Please copy each line of the listing below precisely, excluding the images.
··········
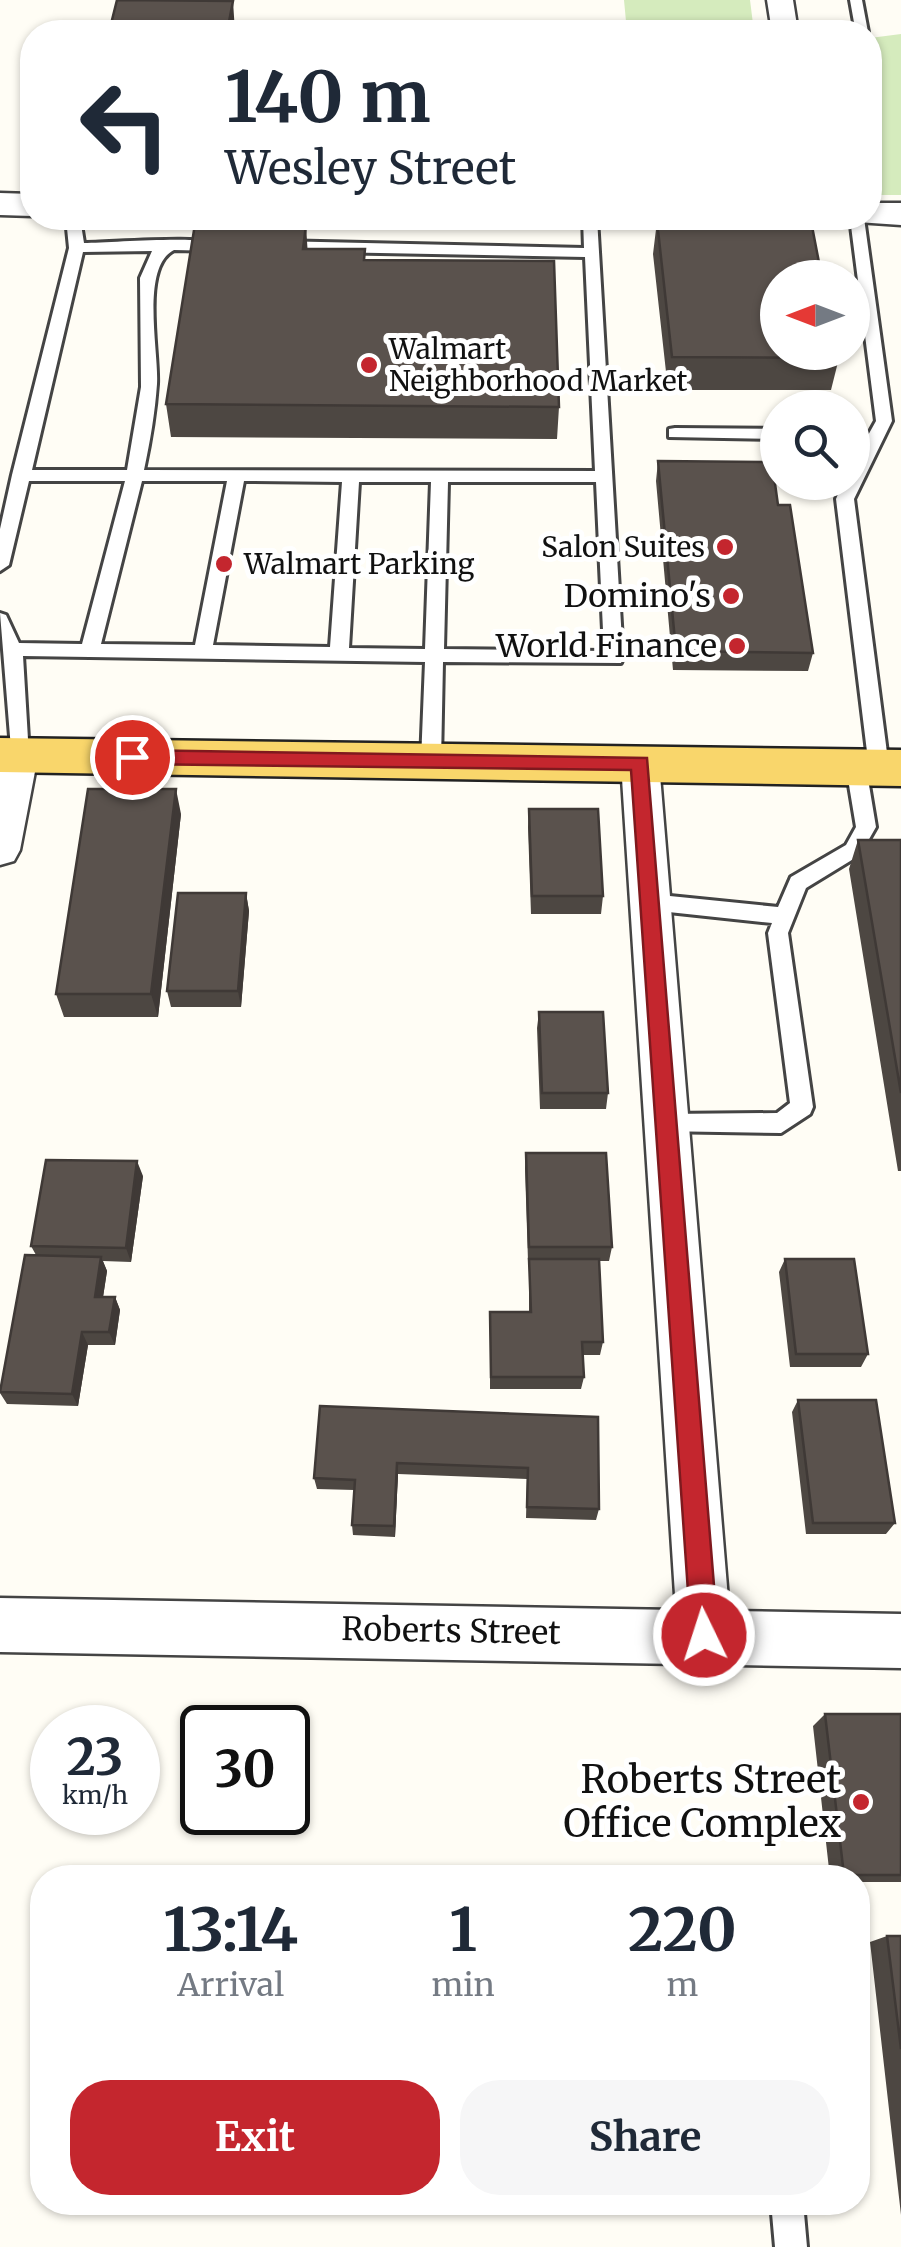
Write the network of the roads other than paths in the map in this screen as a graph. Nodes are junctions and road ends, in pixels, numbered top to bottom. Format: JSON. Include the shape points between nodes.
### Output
{"nodes":[{"id":1,"x":74,"y":230,"type":"edge"},
{"id":2,"x":591,"y":230,"type":"edge"},
{"id":3,"x":860,"y":230,"type":"edge"},
{"id":4,"x":240,"y":245,"type":"edge"},
{"id":5,"x":167,"y":246,"type":"junction"},
{"id":6,"x":260,"y":246,"type":"edge"},
{"id":7,"x":76,"y":248,"type":"junction"},
{"id":8,"x":592,"y":253,"type":"junction"},
{"id":9,"x":675,"y":434,"type":"dead end"},
{"id":10,"x":760,"y":434,"type":"edge"},
{"id":11,"x":870,"y":436,"type":"edge"},
{"id":12,"x":134,"y":473,"type":"junction"},
{"id":13,"x":237,"y":474,"type":"junction"},
{"id":14,"x":20,"y":475,"type":"junction"},
{"id":15,"x":351,"y":475,"type":"junction"},
{"id":16,"x":440,"y":476,"type":"junction"},
{"id":17,"x":604,"y":477,"type":"junction"},
{"id":18,"x":845,"y":500,"type":"edge"},
{"id":19,"x":0,"y":565,"type":"edge"},
{"id":20,"x":0,"y":619,"type":"edge"},
{"id":21,"x":13,"y":649,"type":"junction"},
{"id":22,"x":90,"y":650,"type":"junction"},
{"id":23,"x":202,"y":652,"type":"junction"},
{"id":24,"x":339,"y":654,"type":"junction"},
{"id":25,"x":434,"y":656,"type":"junction"},
{"id":26,"x":10,"y":756,"type":"edge"},
{"id":27,"x":432,"y":761,"type":"junction"},
{"id":28,"x":640,"y":763,"type":"junction"},
{"id":29,"x":879,"y":768,"type":"edge"},
{"id":30,"x":1,"y":838,"type":"edge"},
{"id":31,"x":650,"y":902,"type":"junction"},
{"id":32,"x":785,"y":916,"type":"junction"},
{"id":33,"x":667,"y":1124,"type":"junction"},
{"id":34,"x":0,"y":1626,"type":"edge"},
{"id":35,"x":704,"y":1635,"type":"junction"},
{"id":36,"x":901,"y":1641,"type":"edge"},
{"id":37,"x":788,"y":2215,"type":"edge"},
{"id":38,"x":790,"y":2247,"type":"edge"}],
"edges":[{"from":1,"to":7,"type":"lane"},
{"from":2,"to":8,"type":"lane"},
{"from":3,"to":11,"type":"lane","via":[[884,421]]},
{"from":4,"to":5,"type":"lane"},
{"from":5,"to":7,"type":"lane"},
{"from":5,"to":12,"type":"lane","via":[[156,253],[144,289],[149,386]]},
{"from":6,"to":8,"type":"lane"},
{"from":7,"to":14,"type":"lane"},
{"from":8,"to":17,"type":"lane"},
{"from":9,"to":10,"type":"lane"},
{"from":12,"to":13,"type":"lane"},
{"from":12,"to":14,"type":"lane"},
{"from":12,"to":22,"type":"lane"},
{"from":13,"to":15,"type":"lane"},
{"from":13,"to":23,"type":"lane"},
{"from":14,"to":19,"type":"lane"},
{"from":15,"to":16,"type":"lane"},
{"from":15,"to":24,"type":"lane"},
{"from":16,"to":17,"type":"lane"},
{"from":16,"to":25,"type":"lane"},
{"from":17,"to":25,"type":"lane","via":[[614,658]]},
{"from":18,"to":29,"type":"lane"},
{"from":20,"to":21,"type":"lane"},
{"from":21,"to":22,"type":"lane"},
{"from":21,"to":26,"type":"lane"},
{"from":22,"to":23,"type":"lane"},
{"from":23,"to":24,"type":"lane"},
{"from":24,"to":25,"type":"lane"},
{"from":25,"to":27,"type":"lane"},
{"from":26,"to":27,"type":"main road"},
{"from":26,"to":30,"type":"street"},
{"from":27,"to":28,"type":"main road"},
{"from":28,"to":29,"type":"main road"},
{"from":28,"to":31,"type":"street"},
{"from":29,"to":32,"type":"lane","via":[[854,850],[798,882]]},
{"from":31,"to":32,"type":"lane"},
{"from":31,"to":33,"type":"street"},
{"from":32,"to":33,"type":"lane","via":[[778,934],[802,1108],[781,1124]]},
{"from":33,"to":35,"type":"street"},
{"from":34,"to":35,"type":"street","name":"Roberts Street"},
{"from":35,"to":36,"type":"street","name":"Roberts Street"},
{"from":37,"to":38,"type":"lane"}]}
··········
- RESULT FOR THIS EXERCISE -
Write the network of the roads other than paths in the map in this screen as a graph. Nodes are junctions and road ends, in pixels, numbered top to bottom. Format: JSON. Include the shape points between nodes.
### Output
{"nodes":[{"id":1,"x":74,"y":230,"type":"edge"},
{"id":2,"x":591,"y":230,"type":"edge"},
{"id":3,"x":860,"y":230,"type":"edge"},
{"id":4,"x":240,"y":245,"type":"edge"},
{"id":5,"x":167,"y":246,"type":"junction"},
{"id":6,"x":260,"y":246,"type":"edge"},
{"id":7,"x":76,"y":248,"type":"junction"},
{"id":8,"x":592,"y":253,"type":"junction"},
{"id":9,"x":675,"y":434,"type":"dead end"},
{"id":10,"x":760,"y":434,"type":"edge"},
{"id":11,"x":870,"y":436,"type":"edge"},
{"id":12,"x":134,"y":473,"type":"junction"},
{"id":13,"x":237,"y":474,"type":"junction"},
{"id":14,"x":20,"y":475,"type":"junction"},
{"id":15,"x":351,"y":475,"type":"junction"},
{"id":16,"x":440,"y":476,"type":"junction"},
{"id":17,"x":604,"y":477,"type":"junction"},
{"id":18,"x":845,"y":500,"type":"edge"},
{"id":19,"x":0,"y":565,"type":"edge"},
{"id":20,"x":0,"y":619,"type":"edge"},
{"id":21,"x":13,"y":649,"type":"junction"},
{"id":22,"x":90,"y":650,"type":"junction"},
{"id":23,"x":202,"y":652,"type":"junction"},
{"id":24,"x":339,"y":654,"type":"junction"},
{"id":25,"x":434,"y":656,"type":"junction"},
{"id":26,"x":10,"y":756,"type":"edge"},
{"id":27,"x":432,"y":761,"type":"junction"},
{"id":28,"x":640,"y":763,"type":"junction"},
{"id":29,"x":879,"y":768,"type":"edge"},
{"id":30,"x":1,"y":838,"type":"edge"},
{"id":31,"x":650,"y":902,"type":"junction"},
{"id":32,"x":785,"y":916,"type":"junction"},
{"id":33,"x":667,"y":1124,"type":"junction"},
{"id":34,"x":0,"y":1626,"type":"edge"},
{"id":35,"x":704,"y":1635,"type":"junction"},
{"id":36,"x":901,"y":1641,"type":"edge"},
{"id":37,"x":788,"y":2215,"type":"edge"},
{"id":38,"x":790,"y":2247,"type":"edge"}],
"edges":[{"from":1,"to":7,"type":"lane"},
{"from":2,"to":8,"type":"lane"},
{"from":3,"to":11,"type":"lane","via":[[884,421]]},
{"from":4,"to":5,"type":"lane"},
{"from":5,"to":7,"type":"lane"},
{"from":5,"to":12,"type":"lane","via":[[156,253],[144,289],[149,386]]},
{"from":6,"to":8,"type":"lane"},
{"from":7,"to":14,"type":"lane"},
{"from":8,"to":17,"type":"lane"},
{"from":9,"to":10,"type":"lane"},
{"from":12,"to":13,"type":"lane"},
{"from":12,"to":14,"type":"lane"},
{"from":12,"to":22,"type":"lane"},
{"from":13,"to":15,"type":"lane"},
{"from":13,"to":23,"type":"lane"},
{"from":14,"to":19,"type":"lane"},
{"from":15,"to":16,"type":"lane"},
{"from":15,"to":24,"type":"lane"},
{"from":16,"to":17,"type":"lane"},
{"from":16,"to":25,"type":"lane"},
{"from":17,"to":25,"type":"lane","via":[[614,658]]},
{"from":18,"to":29,"type":"lane"},
{"from":20,"to":21,"type":"lane"},
{"from":21,"to":22,"type":"lane"},
{"from":21,"to":26,"type":"lane"},
{"from":22,"to":23,"type":"lane"},
{"from":23,"to":24,"type":"lane"},
{"from":24,"to":25,"type":"lane"},
{"from":25,"to":27,"type":"lane"},
{"from":26,"to":27,"type":"main road"},
{"from":26,"to":30,"type":"street"},
{"from":27,"to":28,"type":"main road"},
{"from":28,"to":29,"type":"main road"},
{"from":28,"to":31,"type":"street"},
{"from":29,"to":32,"type":"lane","via":[[854,850],[798,882]]},
{"from":31,"to":32,"type":"lane"},
{"from":31,"to":33,"type":"street"},
{"from":32,"to":33,"type":"lane","via":[[778,934],[802,1108],[781,1124]]},
{"from":33,"to":35,"type":"street"},
{"from":34,"to":35,"type":"street","name":"Roberts Street"},
{"from":35,"to":36,"type":"street","name":"Roberts Street"},
{"from":37,"to":38,"type":"lane"}]}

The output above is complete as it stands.